ABOUT THIS EXERCISE: Only the total should be returned: the number of lines in the data that hold the string "order".

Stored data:
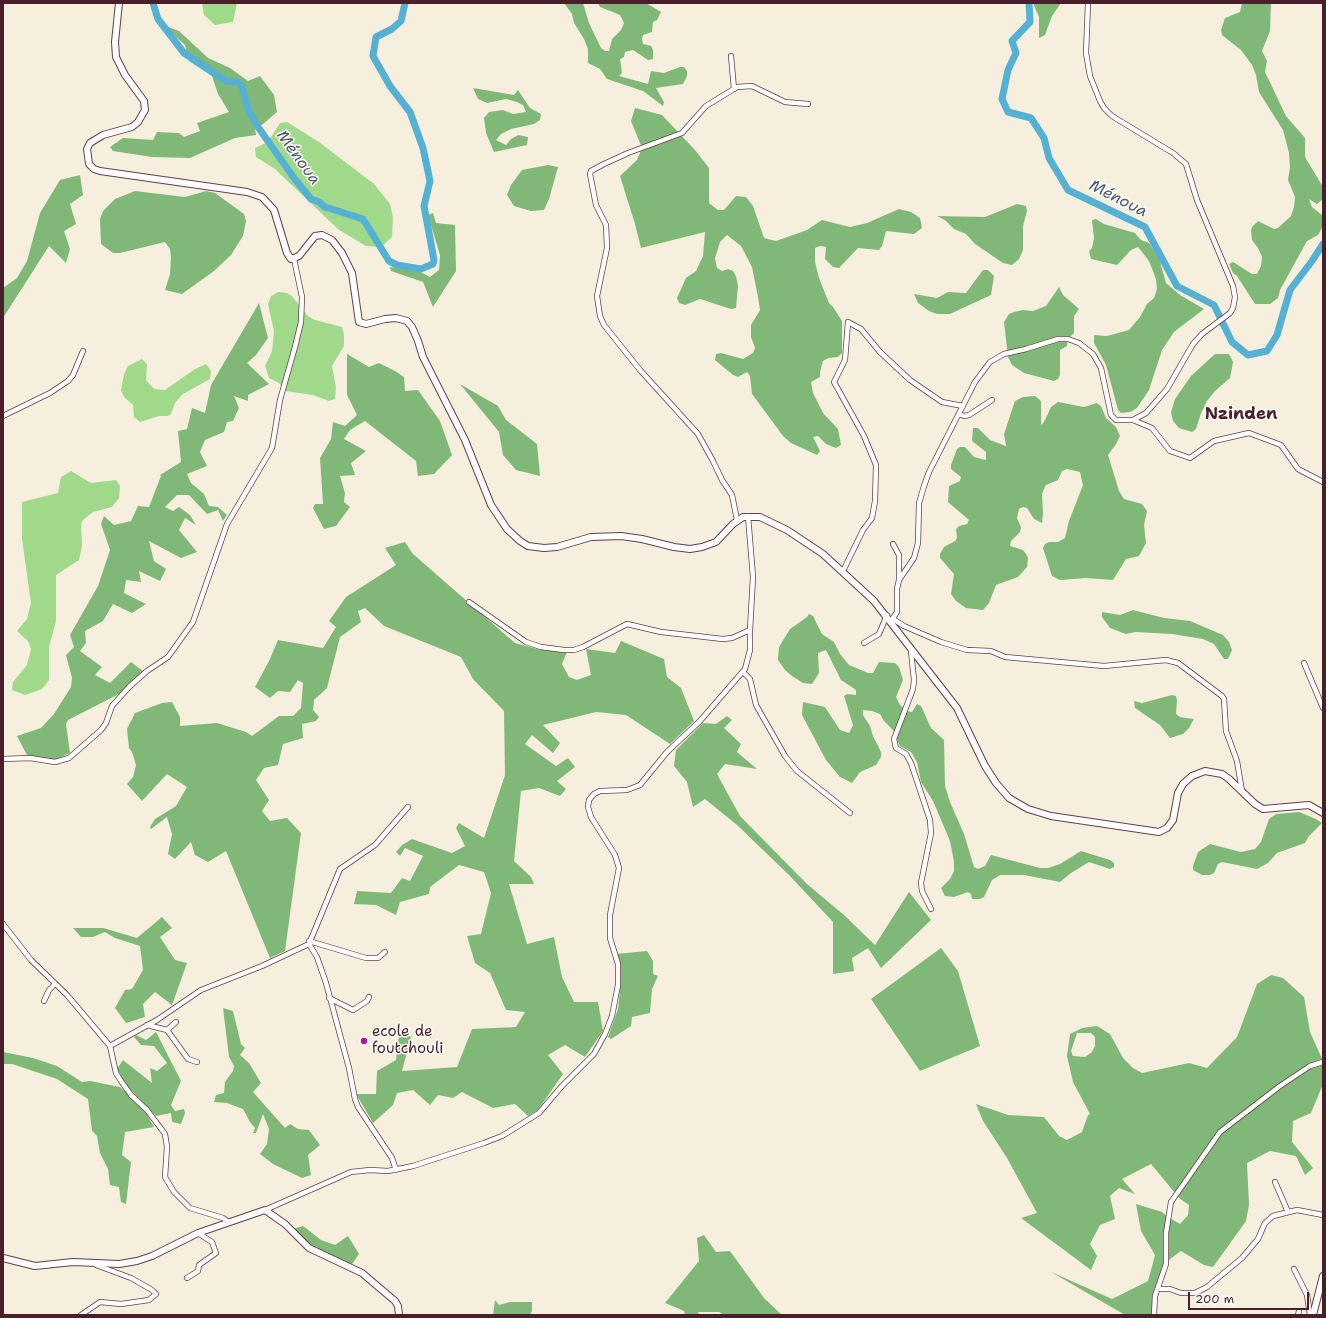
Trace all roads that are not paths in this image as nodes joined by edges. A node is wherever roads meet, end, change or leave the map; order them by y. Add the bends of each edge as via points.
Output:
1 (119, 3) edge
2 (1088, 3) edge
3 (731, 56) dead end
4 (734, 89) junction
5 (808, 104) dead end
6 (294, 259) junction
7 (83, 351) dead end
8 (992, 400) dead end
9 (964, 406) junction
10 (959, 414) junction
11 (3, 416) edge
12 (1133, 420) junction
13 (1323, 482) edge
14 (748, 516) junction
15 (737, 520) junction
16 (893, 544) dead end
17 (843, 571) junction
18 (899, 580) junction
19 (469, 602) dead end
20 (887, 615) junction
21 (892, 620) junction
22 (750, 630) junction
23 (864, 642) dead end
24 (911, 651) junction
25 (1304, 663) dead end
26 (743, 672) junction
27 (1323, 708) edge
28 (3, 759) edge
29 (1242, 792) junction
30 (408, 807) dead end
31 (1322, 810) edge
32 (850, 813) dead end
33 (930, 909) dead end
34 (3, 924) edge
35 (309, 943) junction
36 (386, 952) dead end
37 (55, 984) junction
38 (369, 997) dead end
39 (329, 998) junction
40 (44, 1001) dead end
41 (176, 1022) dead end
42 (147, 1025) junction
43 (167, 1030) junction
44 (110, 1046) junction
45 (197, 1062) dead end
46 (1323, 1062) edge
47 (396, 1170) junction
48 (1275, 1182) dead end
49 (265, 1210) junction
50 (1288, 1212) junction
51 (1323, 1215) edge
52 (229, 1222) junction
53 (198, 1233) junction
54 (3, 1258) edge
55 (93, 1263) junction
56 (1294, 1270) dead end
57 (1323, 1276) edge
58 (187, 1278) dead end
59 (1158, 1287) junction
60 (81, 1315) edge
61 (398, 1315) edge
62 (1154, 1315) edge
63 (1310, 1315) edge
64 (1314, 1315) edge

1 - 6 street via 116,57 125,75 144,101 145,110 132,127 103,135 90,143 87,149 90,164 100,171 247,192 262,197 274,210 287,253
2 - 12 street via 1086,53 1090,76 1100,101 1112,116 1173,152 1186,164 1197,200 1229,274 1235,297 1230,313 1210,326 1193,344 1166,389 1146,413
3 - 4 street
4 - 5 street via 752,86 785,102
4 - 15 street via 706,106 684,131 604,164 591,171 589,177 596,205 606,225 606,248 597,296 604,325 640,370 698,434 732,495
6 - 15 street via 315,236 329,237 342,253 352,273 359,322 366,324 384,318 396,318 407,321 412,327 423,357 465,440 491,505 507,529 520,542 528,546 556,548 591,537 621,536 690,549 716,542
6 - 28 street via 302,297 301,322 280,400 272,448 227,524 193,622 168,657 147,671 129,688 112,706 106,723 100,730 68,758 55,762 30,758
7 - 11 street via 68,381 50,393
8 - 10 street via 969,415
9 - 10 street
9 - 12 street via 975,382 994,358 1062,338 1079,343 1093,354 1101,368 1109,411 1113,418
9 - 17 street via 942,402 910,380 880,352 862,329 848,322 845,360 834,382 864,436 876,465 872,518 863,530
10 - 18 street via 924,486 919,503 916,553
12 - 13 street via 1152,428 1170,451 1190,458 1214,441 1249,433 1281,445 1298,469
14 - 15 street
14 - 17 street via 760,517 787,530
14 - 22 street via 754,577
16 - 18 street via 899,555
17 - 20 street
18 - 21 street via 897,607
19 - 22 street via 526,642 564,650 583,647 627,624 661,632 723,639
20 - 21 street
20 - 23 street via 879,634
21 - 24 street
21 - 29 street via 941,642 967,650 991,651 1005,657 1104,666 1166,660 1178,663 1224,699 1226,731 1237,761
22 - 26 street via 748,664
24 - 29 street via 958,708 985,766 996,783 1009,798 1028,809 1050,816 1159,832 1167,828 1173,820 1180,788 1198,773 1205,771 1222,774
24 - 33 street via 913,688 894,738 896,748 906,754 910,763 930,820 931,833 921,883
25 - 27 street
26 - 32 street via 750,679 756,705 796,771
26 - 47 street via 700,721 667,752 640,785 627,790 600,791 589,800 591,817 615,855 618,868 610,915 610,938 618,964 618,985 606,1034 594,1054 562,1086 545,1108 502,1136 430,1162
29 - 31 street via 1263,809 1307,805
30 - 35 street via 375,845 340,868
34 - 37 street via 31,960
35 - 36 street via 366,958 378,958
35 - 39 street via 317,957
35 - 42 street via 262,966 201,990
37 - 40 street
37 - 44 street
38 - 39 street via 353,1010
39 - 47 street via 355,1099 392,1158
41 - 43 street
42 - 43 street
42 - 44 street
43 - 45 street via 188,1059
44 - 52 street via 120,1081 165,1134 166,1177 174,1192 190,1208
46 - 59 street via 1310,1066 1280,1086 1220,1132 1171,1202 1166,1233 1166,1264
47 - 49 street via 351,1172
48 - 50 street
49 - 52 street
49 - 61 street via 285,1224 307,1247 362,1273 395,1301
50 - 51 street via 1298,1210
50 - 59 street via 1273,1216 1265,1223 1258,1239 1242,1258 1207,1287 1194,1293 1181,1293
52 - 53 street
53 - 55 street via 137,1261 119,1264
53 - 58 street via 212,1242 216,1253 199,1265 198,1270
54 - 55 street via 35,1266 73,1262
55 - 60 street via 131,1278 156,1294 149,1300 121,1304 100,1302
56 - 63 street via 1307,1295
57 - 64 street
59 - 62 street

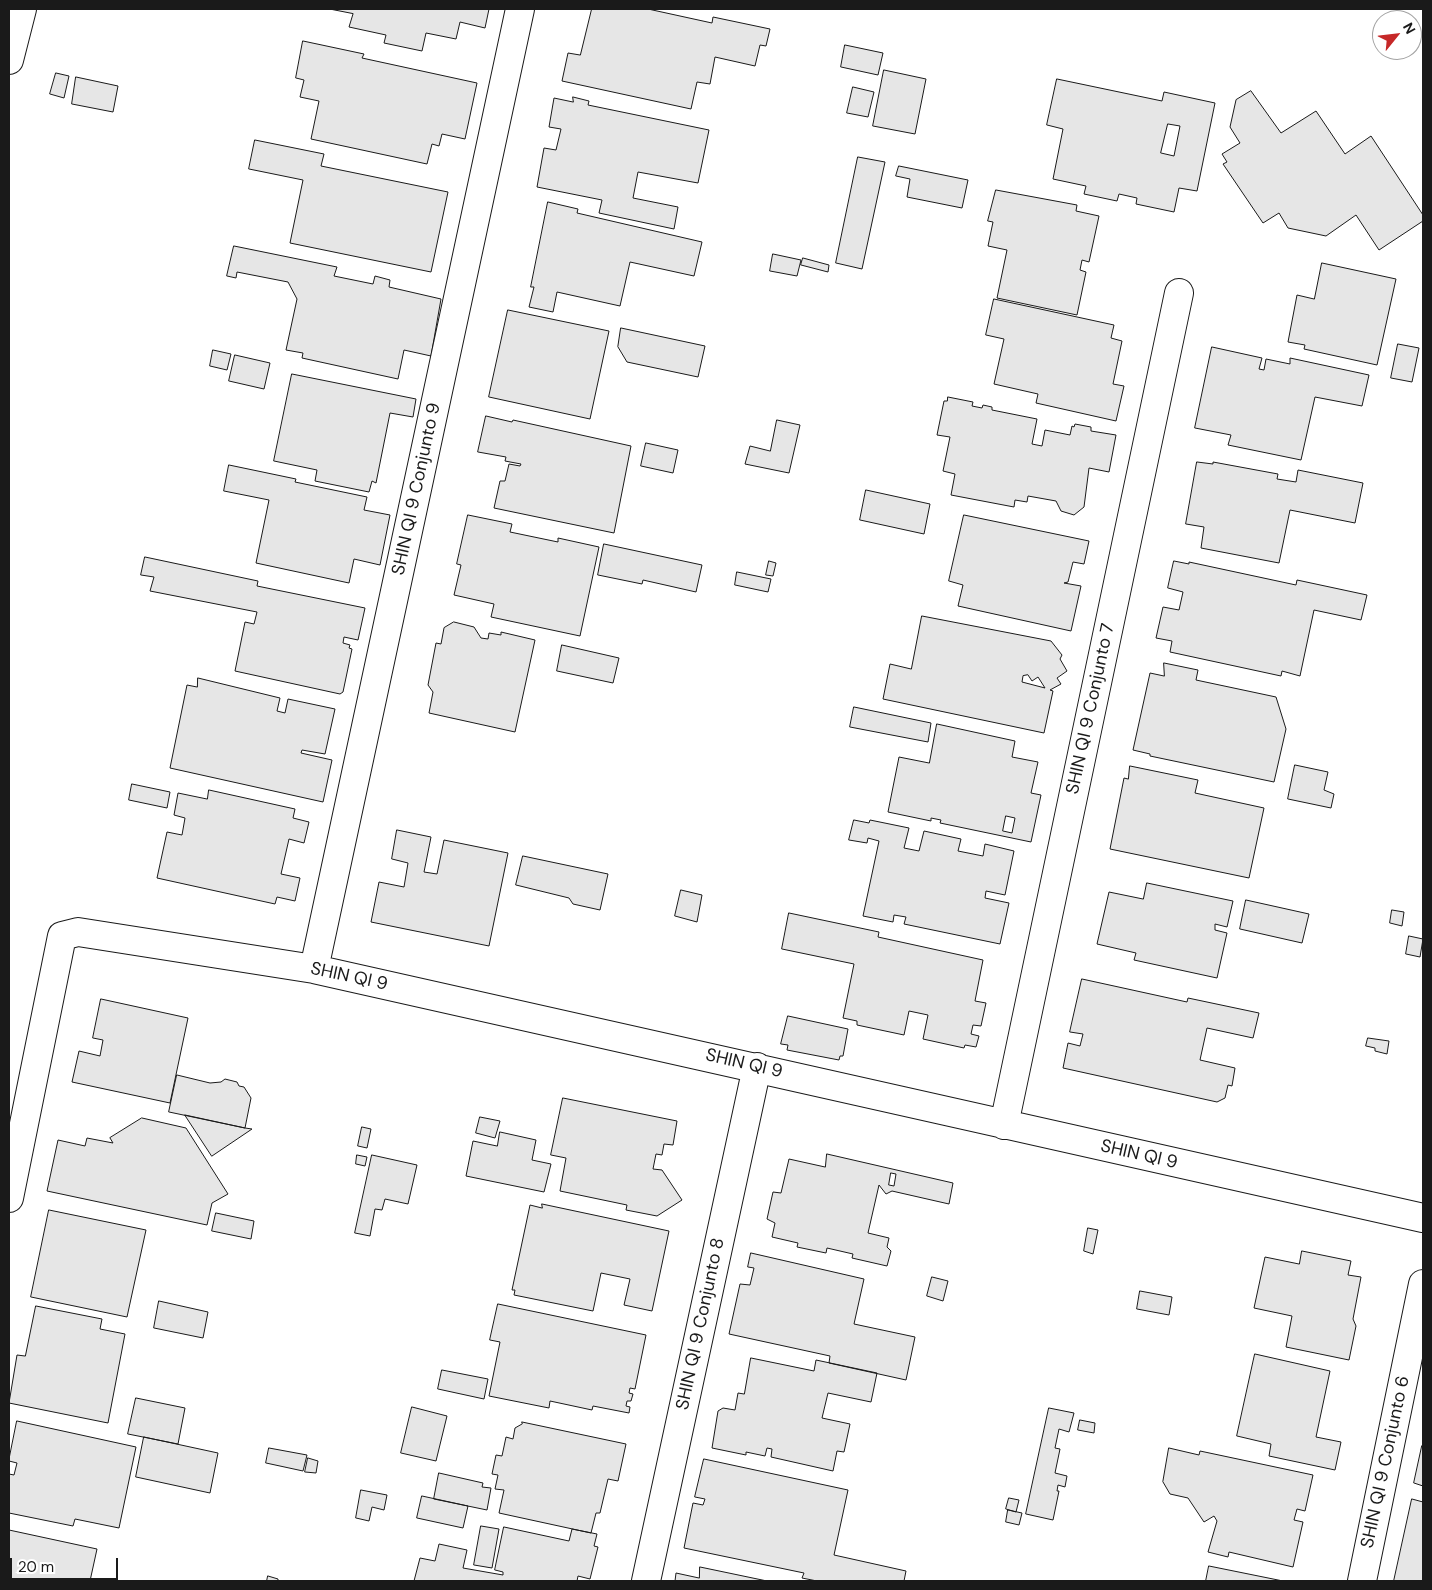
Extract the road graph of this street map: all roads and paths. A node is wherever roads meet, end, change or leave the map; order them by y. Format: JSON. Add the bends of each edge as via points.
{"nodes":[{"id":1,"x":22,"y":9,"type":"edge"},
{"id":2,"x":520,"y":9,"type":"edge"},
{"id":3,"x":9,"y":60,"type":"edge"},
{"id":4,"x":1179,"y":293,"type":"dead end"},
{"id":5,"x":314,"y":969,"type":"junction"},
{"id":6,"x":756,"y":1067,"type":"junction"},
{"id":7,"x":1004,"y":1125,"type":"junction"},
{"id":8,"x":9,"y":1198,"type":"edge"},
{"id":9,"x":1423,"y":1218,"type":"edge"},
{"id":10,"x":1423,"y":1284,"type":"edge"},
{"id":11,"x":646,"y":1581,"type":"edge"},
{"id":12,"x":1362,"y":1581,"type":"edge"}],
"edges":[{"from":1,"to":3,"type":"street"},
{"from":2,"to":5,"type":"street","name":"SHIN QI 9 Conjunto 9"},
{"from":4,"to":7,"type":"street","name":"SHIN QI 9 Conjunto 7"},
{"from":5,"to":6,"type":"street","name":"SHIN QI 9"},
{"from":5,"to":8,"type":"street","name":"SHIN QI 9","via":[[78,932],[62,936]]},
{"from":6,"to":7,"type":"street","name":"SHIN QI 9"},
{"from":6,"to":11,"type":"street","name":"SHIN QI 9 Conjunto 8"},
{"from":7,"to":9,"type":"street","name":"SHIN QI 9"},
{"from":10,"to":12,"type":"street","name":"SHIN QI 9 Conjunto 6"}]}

SOLUTION: 2